**Task to carry out**
Check each line below for the word "Boulevard", and copy those that have it.

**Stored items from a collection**
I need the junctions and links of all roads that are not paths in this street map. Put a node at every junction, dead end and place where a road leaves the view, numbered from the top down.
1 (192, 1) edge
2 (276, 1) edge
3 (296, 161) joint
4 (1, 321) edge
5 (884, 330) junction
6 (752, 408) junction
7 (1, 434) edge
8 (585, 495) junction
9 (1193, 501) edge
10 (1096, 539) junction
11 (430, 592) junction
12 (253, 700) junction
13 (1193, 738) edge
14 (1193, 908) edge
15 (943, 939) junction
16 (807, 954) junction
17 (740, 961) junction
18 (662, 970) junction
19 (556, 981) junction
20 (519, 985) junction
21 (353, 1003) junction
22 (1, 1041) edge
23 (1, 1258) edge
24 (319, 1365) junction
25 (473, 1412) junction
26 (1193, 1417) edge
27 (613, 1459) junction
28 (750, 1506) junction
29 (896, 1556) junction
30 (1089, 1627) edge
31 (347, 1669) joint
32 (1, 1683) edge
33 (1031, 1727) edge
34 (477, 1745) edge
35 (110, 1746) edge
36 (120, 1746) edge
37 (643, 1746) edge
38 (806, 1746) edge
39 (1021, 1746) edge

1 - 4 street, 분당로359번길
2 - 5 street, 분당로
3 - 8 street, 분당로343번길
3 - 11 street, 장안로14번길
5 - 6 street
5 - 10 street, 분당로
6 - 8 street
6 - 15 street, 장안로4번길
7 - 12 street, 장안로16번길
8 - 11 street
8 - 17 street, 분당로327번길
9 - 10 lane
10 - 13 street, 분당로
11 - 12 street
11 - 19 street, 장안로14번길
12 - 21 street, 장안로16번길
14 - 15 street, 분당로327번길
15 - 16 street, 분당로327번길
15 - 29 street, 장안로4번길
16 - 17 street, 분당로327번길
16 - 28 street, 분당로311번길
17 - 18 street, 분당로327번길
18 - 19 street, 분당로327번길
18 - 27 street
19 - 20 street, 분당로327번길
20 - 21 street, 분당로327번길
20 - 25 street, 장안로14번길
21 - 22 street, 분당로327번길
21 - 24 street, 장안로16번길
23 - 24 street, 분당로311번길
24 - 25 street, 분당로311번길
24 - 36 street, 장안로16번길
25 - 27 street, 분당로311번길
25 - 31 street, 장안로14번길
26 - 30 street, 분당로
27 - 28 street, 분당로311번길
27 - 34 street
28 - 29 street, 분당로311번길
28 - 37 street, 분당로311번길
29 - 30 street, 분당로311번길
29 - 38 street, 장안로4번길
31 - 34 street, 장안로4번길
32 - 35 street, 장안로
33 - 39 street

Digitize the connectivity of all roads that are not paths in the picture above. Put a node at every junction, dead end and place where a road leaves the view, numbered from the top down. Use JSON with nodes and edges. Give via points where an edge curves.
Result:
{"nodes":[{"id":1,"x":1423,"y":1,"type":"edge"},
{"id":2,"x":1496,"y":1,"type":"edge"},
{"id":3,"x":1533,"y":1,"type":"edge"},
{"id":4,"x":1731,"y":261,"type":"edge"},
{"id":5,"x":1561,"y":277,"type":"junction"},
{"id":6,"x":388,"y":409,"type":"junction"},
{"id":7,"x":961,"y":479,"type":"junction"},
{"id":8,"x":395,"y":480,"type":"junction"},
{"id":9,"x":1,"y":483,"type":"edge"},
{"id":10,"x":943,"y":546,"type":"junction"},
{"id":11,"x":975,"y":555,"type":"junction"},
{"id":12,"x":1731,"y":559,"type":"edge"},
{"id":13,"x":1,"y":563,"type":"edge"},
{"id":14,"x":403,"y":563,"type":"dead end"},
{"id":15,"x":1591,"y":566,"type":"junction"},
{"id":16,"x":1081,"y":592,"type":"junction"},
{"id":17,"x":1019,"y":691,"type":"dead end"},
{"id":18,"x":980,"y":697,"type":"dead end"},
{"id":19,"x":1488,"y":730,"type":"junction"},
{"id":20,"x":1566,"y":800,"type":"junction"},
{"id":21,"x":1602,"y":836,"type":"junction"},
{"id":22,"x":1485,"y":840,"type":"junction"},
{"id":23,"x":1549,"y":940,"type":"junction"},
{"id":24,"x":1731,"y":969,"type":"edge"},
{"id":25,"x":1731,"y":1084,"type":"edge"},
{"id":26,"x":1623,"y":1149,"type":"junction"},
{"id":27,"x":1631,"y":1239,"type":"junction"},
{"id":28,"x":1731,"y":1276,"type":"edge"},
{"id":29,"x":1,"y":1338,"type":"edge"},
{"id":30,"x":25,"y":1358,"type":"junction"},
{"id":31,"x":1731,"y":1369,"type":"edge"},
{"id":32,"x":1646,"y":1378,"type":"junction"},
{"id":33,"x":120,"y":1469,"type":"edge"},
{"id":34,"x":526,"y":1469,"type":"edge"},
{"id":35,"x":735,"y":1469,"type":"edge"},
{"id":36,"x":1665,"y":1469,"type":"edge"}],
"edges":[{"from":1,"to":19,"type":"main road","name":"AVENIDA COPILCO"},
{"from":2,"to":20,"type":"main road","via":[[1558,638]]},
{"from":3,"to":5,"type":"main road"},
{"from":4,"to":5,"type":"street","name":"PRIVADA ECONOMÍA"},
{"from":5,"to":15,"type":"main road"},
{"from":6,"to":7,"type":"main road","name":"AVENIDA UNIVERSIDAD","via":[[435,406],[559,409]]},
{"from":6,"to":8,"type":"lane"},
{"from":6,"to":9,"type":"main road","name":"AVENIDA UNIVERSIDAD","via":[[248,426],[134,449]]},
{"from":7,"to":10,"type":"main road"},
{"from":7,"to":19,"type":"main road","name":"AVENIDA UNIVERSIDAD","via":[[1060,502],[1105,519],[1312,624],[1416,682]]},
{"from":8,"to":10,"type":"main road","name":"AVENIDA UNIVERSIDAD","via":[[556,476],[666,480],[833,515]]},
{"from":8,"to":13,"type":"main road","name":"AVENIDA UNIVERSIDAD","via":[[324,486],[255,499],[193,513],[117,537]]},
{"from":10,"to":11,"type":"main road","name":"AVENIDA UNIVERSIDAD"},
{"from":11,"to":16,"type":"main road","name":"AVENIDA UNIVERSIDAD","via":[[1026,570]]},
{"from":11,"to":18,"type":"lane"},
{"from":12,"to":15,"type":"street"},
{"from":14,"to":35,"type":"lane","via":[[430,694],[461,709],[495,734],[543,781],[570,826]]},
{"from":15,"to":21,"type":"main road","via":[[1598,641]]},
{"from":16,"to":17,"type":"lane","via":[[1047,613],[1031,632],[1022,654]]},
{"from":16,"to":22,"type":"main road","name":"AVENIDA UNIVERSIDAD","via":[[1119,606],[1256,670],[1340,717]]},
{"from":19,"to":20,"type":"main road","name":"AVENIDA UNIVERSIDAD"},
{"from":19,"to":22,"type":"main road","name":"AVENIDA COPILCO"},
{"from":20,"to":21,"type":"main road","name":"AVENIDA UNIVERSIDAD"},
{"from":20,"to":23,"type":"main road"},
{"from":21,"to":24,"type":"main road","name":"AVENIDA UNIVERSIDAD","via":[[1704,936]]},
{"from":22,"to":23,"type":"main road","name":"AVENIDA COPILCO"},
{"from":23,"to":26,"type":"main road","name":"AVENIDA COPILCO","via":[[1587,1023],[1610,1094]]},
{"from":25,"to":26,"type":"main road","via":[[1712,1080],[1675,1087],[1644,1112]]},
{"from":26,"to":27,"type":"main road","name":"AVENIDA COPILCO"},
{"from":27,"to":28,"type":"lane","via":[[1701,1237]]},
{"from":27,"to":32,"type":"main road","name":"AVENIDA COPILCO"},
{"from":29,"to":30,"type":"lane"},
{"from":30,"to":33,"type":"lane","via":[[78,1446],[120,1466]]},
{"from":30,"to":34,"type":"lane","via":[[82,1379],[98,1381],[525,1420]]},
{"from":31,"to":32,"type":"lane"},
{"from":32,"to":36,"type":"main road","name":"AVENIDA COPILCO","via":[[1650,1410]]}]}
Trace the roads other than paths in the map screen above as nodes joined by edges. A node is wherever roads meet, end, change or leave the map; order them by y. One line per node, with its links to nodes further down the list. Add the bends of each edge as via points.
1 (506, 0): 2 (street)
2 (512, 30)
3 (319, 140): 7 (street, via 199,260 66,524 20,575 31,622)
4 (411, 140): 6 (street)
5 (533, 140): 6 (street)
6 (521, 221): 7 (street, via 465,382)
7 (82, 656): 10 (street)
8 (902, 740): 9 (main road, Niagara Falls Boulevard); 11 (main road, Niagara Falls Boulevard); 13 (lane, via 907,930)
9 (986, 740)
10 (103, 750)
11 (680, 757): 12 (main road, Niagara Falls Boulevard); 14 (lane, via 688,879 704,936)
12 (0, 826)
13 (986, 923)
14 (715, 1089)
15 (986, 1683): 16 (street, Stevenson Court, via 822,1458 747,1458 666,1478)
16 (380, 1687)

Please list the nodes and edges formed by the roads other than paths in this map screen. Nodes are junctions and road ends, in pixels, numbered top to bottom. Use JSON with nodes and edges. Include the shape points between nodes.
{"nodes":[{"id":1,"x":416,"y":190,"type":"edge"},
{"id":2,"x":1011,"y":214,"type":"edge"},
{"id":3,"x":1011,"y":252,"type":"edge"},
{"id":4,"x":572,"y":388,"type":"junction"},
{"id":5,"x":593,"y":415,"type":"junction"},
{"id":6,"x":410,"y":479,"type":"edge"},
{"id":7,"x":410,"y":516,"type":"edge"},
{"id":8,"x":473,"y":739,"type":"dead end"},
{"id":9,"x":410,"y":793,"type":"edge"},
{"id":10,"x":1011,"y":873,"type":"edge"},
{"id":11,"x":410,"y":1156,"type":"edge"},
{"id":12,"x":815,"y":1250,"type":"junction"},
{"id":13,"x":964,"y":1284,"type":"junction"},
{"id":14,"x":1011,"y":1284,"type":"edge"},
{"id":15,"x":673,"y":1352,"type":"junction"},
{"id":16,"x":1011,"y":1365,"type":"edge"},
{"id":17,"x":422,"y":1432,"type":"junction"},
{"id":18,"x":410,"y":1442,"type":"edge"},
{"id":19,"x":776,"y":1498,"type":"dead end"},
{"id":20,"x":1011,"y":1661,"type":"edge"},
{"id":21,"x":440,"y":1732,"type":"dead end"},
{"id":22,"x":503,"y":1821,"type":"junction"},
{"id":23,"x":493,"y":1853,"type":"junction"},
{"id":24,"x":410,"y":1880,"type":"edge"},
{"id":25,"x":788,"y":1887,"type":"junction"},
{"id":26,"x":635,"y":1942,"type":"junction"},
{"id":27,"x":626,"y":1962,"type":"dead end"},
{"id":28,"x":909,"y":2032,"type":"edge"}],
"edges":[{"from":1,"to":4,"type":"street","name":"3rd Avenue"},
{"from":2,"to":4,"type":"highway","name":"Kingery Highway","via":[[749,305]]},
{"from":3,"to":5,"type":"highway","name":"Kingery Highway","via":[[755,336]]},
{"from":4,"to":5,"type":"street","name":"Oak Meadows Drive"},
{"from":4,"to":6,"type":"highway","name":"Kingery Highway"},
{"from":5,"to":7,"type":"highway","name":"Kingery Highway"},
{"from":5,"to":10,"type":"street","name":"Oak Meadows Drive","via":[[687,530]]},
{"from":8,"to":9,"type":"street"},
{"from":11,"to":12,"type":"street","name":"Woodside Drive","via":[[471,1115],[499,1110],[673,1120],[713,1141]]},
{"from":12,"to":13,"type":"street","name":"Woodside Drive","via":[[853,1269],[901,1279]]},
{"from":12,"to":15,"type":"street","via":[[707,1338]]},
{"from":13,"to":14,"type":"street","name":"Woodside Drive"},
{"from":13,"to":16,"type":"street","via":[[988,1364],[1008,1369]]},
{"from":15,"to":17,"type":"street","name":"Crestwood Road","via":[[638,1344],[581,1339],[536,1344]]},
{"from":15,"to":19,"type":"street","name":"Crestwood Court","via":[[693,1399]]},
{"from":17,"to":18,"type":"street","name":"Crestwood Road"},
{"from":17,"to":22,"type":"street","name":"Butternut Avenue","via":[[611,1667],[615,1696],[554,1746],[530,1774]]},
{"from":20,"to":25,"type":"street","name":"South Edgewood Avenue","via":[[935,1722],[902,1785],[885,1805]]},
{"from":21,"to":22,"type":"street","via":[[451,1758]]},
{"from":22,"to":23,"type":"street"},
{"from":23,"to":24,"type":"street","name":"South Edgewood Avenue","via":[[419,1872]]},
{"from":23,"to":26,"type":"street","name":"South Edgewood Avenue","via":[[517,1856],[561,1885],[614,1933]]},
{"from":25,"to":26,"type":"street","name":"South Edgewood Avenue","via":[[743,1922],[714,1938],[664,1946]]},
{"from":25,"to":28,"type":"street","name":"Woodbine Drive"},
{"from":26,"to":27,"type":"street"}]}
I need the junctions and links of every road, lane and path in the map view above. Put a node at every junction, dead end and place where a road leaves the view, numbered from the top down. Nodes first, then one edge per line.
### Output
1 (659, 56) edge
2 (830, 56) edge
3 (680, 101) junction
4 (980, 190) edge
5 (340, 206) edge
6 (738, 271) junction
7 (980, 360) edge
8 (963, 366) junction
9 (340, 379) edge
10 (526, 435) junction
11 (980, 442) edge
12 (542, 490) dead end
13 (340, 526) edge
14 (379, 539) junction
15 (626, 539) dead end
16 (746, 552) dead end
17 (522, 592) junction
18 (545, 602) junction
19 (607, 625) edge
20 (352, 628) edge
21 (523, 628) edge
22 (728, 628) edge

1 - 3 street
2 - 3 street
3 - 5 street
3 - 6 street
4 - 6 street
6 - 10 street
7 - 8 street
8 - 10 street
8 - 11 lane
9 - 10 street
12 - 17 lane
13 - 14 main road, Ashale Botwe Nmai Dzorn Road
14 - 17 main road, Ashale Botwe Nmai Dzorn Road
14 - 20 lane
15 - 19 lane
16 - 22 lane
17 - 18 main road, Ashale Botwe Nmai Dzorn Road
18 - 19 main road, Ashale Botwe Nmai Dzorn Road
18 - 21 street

**Answer section**
8 (902, 740): 9 (main road, Niagara Falls Boulevard); 11 (main road, Niagara Falls Boulevard); 13 (lane, via 907,930)
11 (680, 757): 12 (main road, Niagara Falls Boulevard); 14 (lane, via 688,879 704,936)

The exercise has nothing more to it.